Recommendation
BIAP 29/1
Tinnitus and Hyperacusis –
Diagnostic Procedures
Introduction
In the industrialised European countries ~20% of the population report
to have a tinnitus occasionally, ~4% seek further
diagnostics and 1-2% are affected by their tinnitus and/or hyperacusis to such
an extend that it has such a severe effect on their quality of life so that a
treatment is required.
The causes
of tinnitus and hyperacusis are various and the real etiopathology in most
cases is still unknown. So the diagnostic procedures, which are the focus of
this recommendation, must be quite broad to cover all possible causes and
demand quite often a multidisciplinary approach. Therapeutic procedures and
their multidisciplinary aspects will be dealt with in a second recommendation.
The term
"Tinnitus" covers all abnormal sounds in the ear in the absence of an
external sound sources. Only in a few cases these sounds are also audible by an
examiner.
Tinnitus
can be classified by its origin (a), its timely progression (b) and by its
effects on the patients (c).
a)
Objective Tinnitus, which has an physical
sound source inside the patient`s body (like a blood vessel) and subjective
Tinnitus, which originates in false information processing in the auditory
pathways without the existence of a physical sound source.
b)
Acute Tinnitus exists less than 3 months,
subacute tinnitus exists between 3 - 12 months and chronical
tinnitus exists more than 12 months.
c)
Compensated Tinnitus is noticed by the patient
but without or only with minor effects on his quality of life. The patient can
cope with the tinnitus. Decompensated Tinnitus has a major effect on the
life quality of the patient. The patient develops secondary mostly
psychosomatic symptoms. The patient cannot cope with the tinnitus without
external help.
Hyperacusis is used here in a broader sense of
any oversensitivity to sounds and noises that affects the patients well being.
Tinnitus and
Hyperacusis are symptoms based on various causes. Tinnitus of otogenic causes
is often intensified by other functional and/or psychological factors. All
possible causes have to be individually diagnosed or ruled out, as the results
of the examinations are the necessary
basis for counselling and eventual treatment. Quite often the doctor`s
explanations and the reassuring test results will overcome the patients fearful
attitude. This may lead to an acceptance of the tinnitus without any further
therapy.
Considering the
economically feasible and medical necessities, the diagnosic procedures should
not be done using a strict schedule for each patient, but to be adapted to the
individual case. Often the procedure will leads to the identification of a
hearing loss.
Case history
A thorough case
history presents the basis by which a sequence of relevant diagnostic procedures are identified. It also allows an
evaluation of the level of severity and annoyance as well as secondary
symptoms. It must be stressed that the examiner allocates enough time for the
anamnesis (for most tinnitus/hyperacusis patients 30 minutes must be regarded
as a minimum).
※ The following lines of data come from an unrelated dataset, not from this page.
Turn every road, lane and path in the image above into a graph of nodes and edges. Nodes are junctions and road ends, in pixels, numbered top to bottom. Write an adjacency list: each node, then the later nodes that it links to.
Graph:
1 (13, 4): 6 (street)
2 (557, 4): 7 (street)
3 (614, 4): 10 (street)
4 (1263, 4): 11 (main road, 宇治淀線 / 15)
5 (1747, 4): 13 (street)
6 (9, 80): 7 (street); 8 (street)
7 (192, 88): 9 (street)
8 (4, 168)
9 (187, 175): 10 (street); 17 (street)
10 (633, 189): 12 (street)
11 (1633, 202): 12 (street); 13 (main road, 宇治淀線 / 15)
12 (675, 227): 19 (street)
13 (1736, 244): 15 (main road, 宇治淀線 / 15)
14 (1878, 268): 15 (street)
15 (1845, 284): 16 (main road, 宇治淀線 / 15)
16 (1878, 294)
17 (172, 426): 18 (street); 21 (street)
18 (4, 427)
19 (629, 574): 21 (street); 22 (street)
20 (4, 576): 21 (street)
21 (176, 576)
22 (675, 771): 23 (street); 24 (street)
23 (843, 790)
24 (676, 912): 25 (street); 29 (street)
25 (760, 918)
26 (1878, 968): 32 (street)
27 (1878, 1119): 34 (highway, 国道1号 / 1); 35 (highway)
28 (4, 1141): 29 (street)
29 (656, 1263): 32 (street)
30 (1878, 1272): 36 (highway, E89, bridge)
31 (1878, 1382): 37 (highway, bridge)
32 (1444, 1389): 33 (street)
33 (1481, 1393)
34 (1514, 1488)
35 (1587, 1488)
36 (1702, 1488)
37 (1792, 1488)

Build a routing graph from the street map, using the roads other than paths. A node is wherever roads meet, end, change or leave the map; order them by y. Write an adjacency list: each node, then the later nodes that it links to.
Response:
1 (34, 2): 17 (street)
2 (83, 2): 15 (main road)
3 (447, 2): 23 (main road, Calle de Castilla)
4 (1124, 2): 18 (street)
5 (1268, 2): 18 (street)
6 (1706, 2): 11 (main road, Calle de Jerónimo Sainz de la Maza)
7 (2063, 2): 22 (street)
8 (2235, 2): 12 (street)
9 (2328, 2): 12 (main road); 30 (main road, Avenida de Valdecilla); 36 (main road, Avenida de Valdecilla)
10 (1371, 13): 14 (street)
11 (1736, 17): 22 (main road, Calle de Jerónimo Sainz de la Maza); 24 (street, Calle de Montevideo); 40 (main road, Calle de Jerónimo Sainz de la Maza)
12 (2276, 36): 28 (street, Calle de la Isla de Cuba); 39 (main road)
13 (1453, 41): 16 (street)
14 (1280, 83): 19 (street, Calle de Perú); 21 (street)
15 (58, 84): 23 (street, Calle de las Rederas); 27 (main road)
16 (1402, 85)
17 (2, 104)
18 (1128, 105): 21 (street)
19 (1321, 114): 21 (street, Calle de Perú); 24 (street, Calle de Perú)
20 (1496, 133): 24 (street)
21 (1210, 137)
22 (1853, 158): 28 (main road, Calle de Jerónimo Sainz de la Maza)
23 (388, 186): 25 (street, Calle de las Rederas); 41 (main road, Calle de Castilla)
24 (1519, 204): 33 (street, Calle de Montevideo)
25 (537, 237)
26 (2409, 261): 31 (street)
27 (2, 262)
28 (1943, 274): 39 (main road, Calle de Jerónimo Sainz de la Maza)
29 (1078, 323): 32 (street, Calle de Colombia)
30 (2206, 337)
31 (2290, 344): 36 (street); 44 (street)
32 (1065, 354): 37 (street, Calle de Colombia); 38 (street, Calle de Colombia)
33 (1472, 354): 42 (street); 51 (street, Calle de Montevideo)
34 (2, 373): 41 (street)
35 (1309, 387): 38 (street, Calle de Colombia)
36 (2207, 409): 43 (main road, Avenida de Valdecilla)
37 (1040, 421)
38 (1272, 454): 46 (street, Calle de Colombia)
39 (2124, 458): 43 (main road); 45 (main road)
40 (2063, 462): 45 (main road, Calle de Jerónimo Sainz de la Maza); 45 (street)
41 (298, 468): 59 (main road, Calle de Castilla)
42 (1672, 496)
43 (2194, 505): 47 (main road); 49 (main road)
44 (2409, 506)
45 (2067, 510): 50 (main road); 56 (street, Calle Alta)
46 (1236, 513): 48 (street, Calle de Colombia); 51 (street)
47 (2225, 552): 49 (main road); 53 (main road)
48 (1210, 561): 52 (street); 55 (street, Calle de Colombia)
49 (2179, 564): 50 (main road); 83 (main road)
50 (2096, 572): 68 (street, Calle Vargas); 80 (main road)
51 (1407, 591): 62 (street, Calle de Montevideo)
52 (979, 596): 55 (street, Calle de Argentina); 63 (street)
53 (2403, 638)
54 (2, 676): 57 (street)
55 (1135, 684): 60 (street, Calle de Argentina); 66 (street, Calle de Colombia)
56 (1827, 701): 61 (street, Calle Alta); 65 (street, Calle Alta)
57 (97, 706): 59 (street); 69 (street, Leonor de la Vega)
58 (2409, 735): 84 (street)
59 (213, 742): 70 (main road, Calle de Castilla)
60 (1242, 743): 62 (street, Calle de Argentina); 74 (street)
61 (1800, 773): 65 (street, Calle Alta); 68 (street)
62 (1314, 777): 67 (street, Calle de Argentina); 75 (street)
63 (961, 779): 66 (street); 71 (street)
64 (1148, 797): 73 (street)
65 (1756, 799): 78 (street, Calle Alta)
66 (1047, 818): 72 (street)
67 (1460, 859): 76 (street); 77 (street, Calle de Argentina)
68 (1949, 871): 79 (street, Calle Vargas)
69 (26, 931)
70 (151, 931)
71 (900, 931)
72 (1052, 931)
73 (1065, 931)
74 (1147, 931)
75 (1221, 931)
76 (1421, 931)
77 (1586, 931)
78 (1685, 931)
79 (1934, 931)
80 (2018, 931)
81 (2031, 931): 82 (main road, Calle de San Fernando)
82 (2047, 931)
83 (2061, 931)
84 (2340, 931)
The use of a questionnaire before or after the interview or as a
guideline for the examiner during the interview might be helpful but can never
substitute or cut short the amount of time allocated to the personal exchange.
During the
interview the following topics are especially relevant:
·
tinnitus/hyperacusis
persistence (development over time)
·
external
influences on the tinnitus/hyperacusis
·
additional
diseases / medical problems beside or connected to the tinnitus/hyperacusis
·
physical
and psychological effects on the well being of the patient
Necessary
diagnostic procedures (which should be done at least once)
·
ENT-evaluation
including tympanomicroscopy, nasopharyngoscopy an
·
function
of the eustachian tube
·
auscultation
of the a. carotis, cranial arteries and at the entrance of the ear canal when
tinnitus is pulse synchronic
·
puretone
audiometry (AC and BC), speech audiometry
·
loudness
discomfort level (LDL)
·
evaluation
of the tinnitus loudness with narrow band noise and evaluation of the frequency
characteristic by puretones
·
evaluation
of the minimal masking level with broadband and narrow band noise
·
tympanometry
and stapedius reflex measurement including monitoring of possible breathing- or
pulse synchronic changes.
·
OAE (Otoacoustic Emissions)
·
BERA
(Brainstem Evoked Response Audiometry)
·
test
of the vestibular function including caloric testing
·
manual
examination of the neck, searching for functional disorders
·
dental
and maxillary inspection
·
evaluation of the tinnitus/hyperacusis severity as
well as possible secondary symptoms, by the quantitative evaluation of the
level of annoyance using a standardised questionnaire or structured interview
possibly in combination with visual digital or analogue scales. (They can be
also used to monitor the treatment progress)
·
All test methods which use high loudness levels
(impedance audiometry, BERA, speech audiometry) should be performed with
precaution because of the danger of further damaging the inner ear.
Useful in special cases
After analysing
the results of the case history and the basic diagnostic evaluation further
and/or psychological diagnostic procedures might be necessary:
1.
medical
examinations like:
A gnathogical evaluation (when jaw disorders are
existing), a sonography of brain supplying arteries, an angiography of
cerebralvascular system, high resolution computer tomography of the petrosus
bones, MRI of the brain and the auditory pathways, internal medical
examination;
laboratory testing for: neurotropic bacteria or
viruses, immune system disorders, metabolic disorders, blood cell disorders
2.
psychological
evaluation:
A psychological evaluation should be considered, if the answers to the
questions ”Is tinnitus annoying? ”or
”Is tinnitus during the day enervating and always present?” are positive. (It
is not recommended, if the patient is hardly aware of the tinnitus during the
day or only aware of it in silence and if the level of annoyance is small). The
psychological assessment is crucial to diagnose accompanying disorders of
decompensated chronic tinnitus. This
assessment should take into account especially the patient`s actual disorders
which are directly related to tinnitus, seldom resulting into psychoanalysis.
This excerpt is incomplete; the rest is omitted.